There are a number of benefits — such as dental and vision coverage — that the Affordable Care Act addresses in the “excepted benefits” rules. So HR will definitely want to take a look at the feds’ final rule on this subject.
The Department of Labor (DOL), Health and Human services (HHS) and Treasury just published the final rule on excepted benefits under the healthcare reform law. Rather than sifting through the feds’ guidance, check out this summary of what’s covered in the final rule:
Amended to include EAPs
Under the Health Insurance Portability and Accountability Act (HIPAA), excepted benefits are generally exempt from the Affordable Care Act (ACA) provisions.
The final rule amended the current regs to add Employee Assistance Programs (EAPs) that treat certain conditions as excepted benefits under the ACA. Many employers offer EAPs at no cost to help employees with personal problems that are negatively impacting their job performance, health and overall well-being — e.g., substance abuse, mental health issues, etc.
The final rules spell out the following four criteria EAPs must meet in order to qualify as excepted benefits:
- they don’t provide significant benefits in the nature of medical care
- the EAP benefits can’t be coordinated with the benefits under another group health plan
- the EAP can’t require employee premiums or contributions as a condition of participation, and
- they can’t impose cost-sharing requirements.
It’s worth noting that some EAPs may be subject to the ACA if they include coverage for medical sessions.

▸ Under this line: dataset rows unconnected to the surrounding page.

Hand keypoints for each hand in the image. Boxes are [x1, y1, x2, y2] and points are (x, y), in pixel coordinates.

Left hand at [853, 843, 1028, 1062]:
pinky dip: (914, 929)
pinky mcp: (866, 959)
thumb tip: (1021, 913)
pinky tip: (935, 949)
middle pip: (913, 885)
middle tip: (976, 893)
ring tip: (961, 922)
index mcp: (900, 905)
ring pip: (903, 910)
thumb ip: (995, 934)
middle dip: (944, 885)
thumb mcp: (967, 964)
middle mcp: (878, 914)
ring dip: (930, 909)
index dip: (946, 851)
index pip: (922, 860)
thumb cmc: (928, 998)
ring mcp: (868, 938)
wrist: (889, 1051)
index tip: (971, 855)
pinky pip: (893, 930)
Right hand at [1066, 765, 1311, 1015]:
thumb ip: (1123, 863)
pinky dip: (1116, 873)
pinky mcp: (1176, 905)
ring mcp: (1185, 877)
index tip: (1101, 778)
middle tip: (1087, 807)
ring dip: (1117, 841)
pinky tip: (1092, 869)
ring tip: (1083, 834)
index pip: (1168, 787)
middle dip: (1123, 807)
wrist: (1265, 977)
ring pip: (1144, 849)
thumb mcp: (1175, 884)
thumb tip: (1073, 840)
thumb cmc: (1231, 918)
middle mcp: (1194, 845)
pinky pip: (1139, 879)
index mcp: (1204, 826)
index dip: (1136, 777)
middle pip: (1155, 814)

Vision, dental and long-term care
The feds also clarified how to treat limited-scope vision, dental and long-term care benefits.
According to the feds, those benefits don’t have to be offered in connection with a separate offer of major medical or “primary” healthcare coverage under a plan “to meet the statutory criterion that such benefits are ‘otherwise not an integral part of the plan.'”
However, in order to qualify as “excepted,” these benefits must meet one of the following two criteria:
- participants in an employer’s primary healthcare plan can decline the benefits, or
- the claims for the benefits are administered under a separate contract from claims administration for any other benefits under the plan.